Come ha reagito il nostro sistema giuridico alla crisi sanitaria? 

Francesco Palermo: La fase acuta dell’emergenza è stata caratterizzata da un’impreparazione non solo del sistema sanitario ma anche di quello giuridico e dalla tendenza a volere dare una risposta centralizzata. La gestione della crisi era completamente in mano al Governo, gli enti territoriali avevano margini di azione molto limitati. Questo è successo in molti paesi, non solo in Italia.

E oggi?

Francesco Palermo: A qualche mese di distanza le cose sono cambiate. Ora, sia a livello internazionale che in Italia, assistiamo a una risposta differenziata, c’è stata una preparazione nel frattempo.
Le costituzioni non sono state cambiate – i tempi sarebbero molto lunghi – ma tutte le risposte normative, anche in paesi molto centralizzati come la Francia, sono risposte basate sui territori. In Austria, ad esempio, è stato introdotto il sistema del semaforo per cui ogni territorio è contraddistinto da un colore
che indica il livello di rischio e di conseguenza le misure da attuare. Questo è un segno di evoluzione, di maturità, dimostra una preparazione maggiore. Vale ancora il confronto con il sistema sanitario: mentre a marzo sembrava che l’unica malattia pericolosa fosse il Covid e le altre patologie venivano trascurate, oggi c’è più razionalità nelle risposte sanitarie. Lo stesso sviluppo hanno avuto le risposte normative, anche se il nuovo aumento dei contagi fa crescere paura e calare la razionalità.

La cornice istituzionale però è rimasta la stessa…

Francesco Palermo: Sì, è la stessa.

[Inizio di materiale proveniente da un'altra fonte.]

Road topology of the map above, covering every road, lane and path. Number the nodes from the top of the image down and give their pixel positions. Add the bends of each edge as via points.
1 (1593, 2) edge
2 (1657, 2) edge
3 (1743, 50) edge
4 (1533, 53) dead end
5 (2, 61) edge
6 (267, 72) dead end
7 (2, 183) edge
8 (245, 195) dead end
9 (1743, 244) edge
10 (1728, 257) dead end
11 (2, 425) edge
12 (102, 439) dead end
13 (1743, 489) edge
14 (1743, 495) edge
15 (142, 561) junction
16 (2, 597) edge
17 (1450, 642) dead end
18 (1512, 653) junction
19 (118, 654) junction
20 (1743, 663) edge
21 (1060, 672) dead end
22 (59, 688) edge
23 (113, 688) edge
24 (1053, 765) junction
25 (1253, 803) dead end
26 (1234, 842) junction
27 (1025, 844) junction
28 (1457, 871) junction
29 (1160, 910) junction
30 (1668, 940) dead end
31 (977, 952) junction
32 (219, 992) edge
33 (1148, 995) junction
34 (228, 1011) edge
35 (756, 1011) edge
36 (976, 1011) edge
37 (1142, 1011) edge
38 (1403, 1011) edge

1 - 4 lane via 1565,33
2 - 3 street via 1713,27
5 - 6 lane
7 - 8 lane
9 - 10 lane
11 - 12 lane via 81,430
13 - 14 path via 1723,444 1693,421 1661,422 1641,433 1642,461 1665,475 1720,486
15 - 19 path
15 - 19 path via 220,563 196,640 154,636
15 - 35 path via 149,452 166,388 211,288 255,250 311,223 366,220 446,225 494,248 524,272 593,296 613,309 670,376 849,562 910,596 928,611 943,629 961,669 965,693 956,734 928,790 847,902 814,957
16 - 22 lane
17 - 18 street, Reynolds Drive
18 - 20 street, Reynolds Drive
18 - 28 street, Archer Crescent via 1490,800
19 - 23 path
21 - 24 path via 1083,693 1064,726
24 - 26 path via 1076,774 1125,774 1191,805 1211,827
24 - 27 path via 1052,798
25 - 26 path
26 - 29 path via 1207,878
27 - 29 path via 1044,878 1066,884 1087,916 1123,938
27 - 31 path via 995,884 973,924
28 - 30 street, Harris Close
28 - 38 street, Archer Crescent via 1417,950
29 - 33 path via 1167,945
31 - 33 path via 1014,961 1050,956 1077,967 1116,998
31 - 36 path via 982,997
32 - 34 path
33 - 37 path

Rispetto ai decreti di marzo, oggi le regioni hanno un margine di libertà maggiore, gli atti del governo sono più attenti alle differenze territoriali di quanto non lo fossero in precedenza, ma il sistema è sempre lo stesso. A definire le regole sono atti del governo e non del  Parlamento. La nostra Costituzione non prevede una disciplina dello stato di emergenza che infatti
è stato dichiarato sulla base di una legge della Protezione Civile, cioè di una legge ordinaria che può essere cambiata anche da una maggioranza occasionale.

Quali sono i rischi?

Francesco Palermo: Sulla base di una legge ordinaria il governo può far saltare in aria il sistema delle fonti del diritto. In stato di emergenza non vale più il riparto di competenze stabilito dalla Costituzione perché valgono le competenze eccezionali. Il problema a lungo termine rimane, bisogna prevedere discipline più
articolate. 

Come incide questa situazione nel rapporto tra Stato e regioni?

Francesco Palermo: In questo senso gli unici contrappesi sono le regioni. Il sistema prevede che il potere di intervento straordinario e urgente per motivi sanitari possa essere esercitato dal governo, ma anche dalle regioni e dai comuni nei relativi ambiti. Di conseguenza il fatto che ci sia un po’ di conflittualità tra stato e regioni è un bene. Altrimenti la situazione sarebbe potenzialmente preoccupante, perché è il governo – e non il parlamento – ad avere la mano sul rubinetto e a poterlo aprire e chiudere a seconda delle esigenze.